▶ _What you need to do_:
Check every line of the data below for the word "list" and say how many have it, without further comment.
▬▬▬
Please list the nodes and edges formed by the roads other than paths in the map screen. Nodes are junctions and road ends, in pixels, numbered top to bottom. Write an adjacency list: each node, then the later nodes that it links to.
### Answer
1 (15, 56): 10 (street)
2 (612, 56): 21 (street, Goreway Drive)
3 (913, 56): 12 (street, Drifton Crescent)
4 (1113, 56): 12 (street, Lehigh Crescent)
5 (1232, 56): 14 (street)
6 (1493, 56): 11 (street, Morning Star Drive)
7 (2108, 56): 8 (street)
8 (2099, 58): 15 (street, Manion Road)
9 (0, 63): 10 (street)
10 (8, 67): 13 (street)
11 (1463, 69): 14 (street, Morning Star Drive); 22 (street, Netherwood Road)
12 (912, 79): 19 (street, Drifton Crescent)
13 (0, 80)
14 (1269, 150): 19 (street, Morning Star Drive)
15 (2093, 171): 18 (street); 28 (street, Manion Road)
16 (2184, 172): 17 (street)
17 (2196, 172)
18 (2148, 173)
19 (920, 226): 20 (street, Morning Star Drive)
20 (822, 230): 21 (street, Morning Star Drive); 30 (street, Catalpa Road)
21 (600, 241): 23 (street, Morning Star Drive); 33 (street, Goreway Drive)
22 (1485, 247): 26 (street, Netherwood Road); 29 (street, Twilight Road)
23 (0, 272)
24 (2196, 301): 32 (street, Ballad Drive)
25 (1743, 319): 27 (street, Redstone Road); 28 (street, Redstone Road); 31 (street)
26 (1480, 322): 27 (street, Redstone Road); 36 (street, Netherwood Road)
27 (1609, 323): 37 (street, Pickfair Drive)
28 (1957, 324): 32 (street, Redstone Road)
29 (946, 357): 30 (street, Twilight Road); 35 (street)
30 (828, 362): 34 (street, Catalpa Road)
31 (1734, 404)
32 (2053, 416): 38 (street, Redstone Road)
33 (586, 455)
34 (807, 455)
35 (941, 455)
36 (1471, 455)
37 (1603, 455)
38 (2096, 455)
▬▬▬
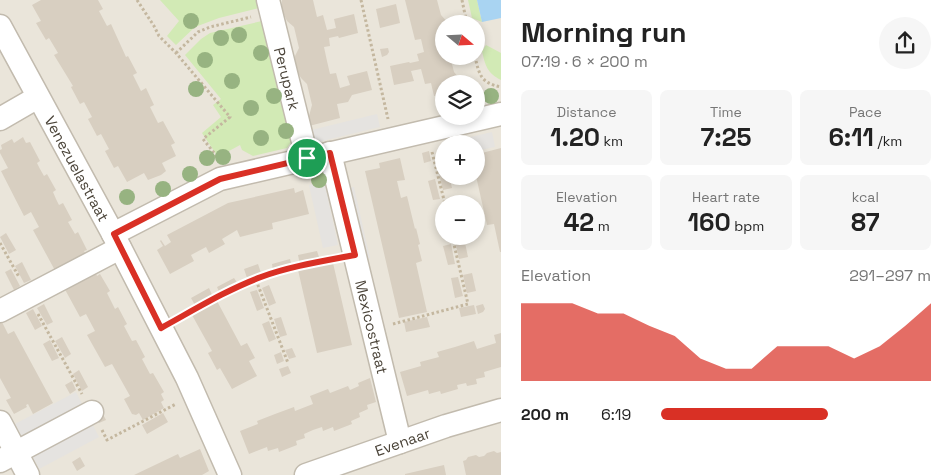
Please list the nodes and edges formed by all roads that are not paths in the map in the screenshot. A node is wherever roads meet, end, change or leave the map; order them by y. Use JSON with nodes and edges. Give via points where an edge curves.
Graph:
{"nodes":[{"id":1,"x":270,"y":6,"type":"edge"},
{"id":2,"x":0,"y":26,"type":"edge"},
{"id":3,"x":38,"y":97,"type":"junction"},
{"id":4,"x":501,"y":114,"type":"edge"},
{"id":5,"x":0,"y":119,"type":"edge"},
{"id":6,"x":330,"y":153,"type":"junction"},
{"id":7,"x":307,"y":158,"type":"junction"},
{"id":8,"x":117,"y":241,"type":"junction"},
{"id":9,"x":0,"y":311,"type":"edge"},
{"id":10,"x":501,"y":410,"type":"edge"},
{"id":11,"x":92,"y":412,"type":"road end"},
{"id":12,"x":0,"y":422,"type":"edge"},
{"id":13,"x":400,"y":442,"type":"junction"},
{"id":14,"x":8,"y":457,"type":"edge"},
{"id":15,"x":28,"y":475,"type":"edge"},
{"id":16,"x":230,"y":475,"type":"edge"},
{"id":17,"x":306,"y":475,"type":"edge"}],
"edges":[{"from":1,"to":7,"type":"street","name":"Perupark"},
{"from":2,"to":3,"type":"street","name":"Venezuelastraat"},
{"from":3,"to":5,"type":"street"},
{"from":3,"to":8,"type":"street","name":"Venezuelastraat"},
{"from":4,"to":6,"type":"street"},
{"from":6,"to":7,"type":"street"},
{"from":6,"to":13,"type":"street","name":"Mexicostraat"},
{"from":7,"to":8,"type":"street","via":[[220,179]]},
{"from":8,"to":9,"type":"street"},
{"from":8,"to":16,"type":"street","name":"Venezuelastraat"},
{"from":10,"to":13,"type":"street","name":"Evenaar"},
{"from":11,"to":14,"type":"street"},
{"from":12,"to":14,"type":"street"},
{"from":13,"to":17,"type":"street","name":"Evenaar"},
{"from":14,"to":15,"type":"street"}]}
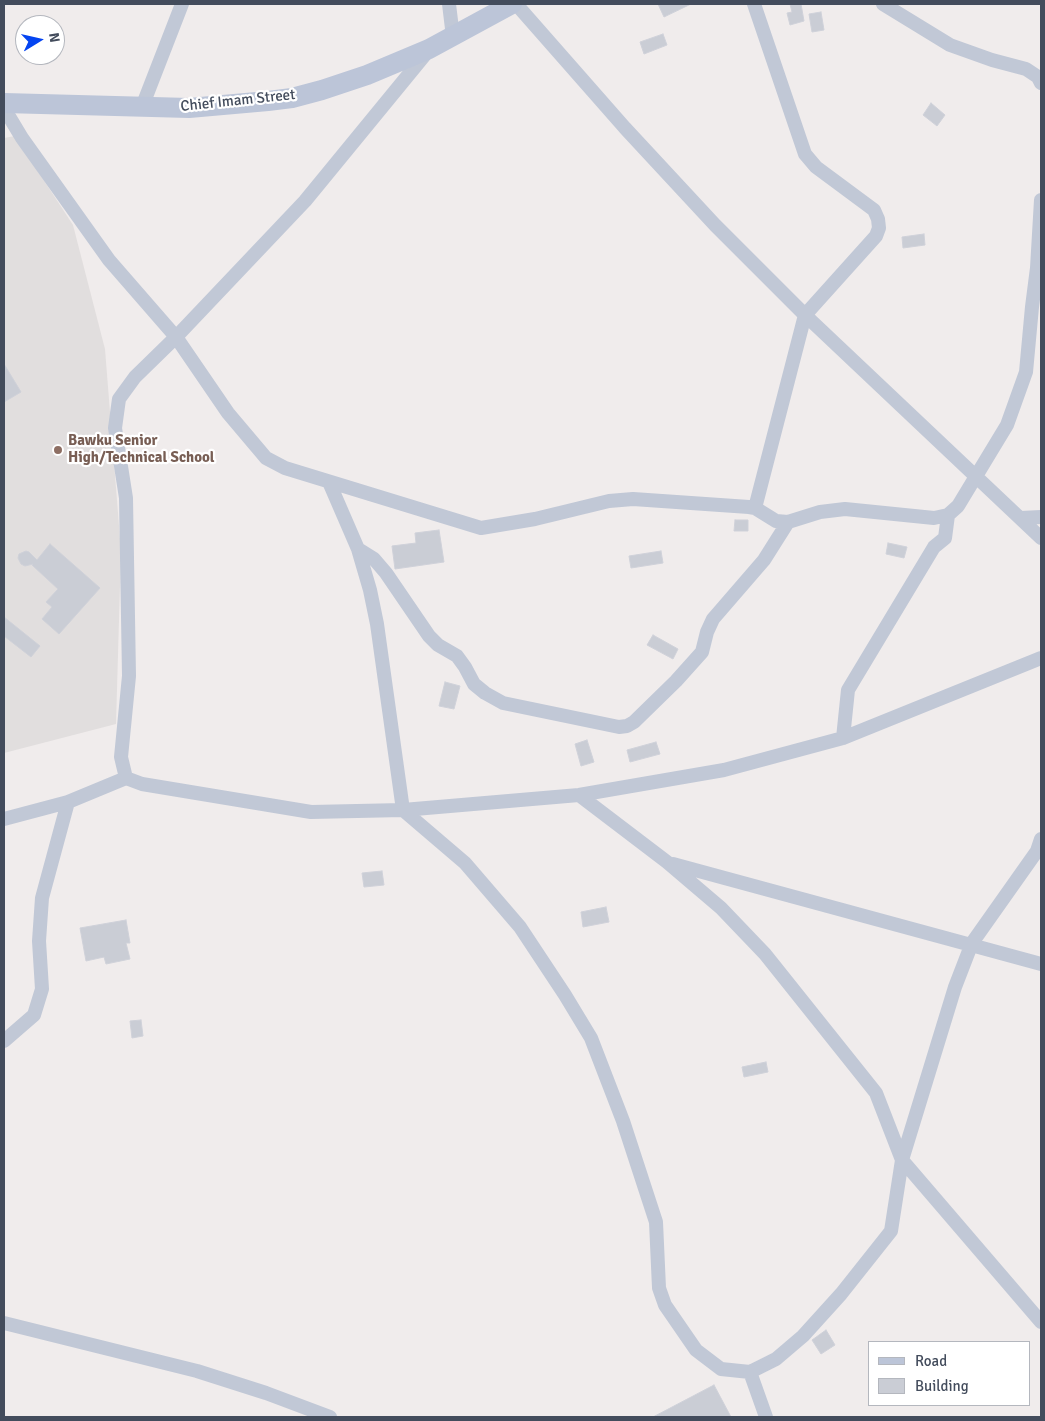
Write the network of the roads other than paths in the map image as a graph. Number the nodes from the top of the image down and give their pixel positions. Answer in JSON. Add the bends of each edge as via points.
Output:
▬▬▬
▶ _Task solution_:
2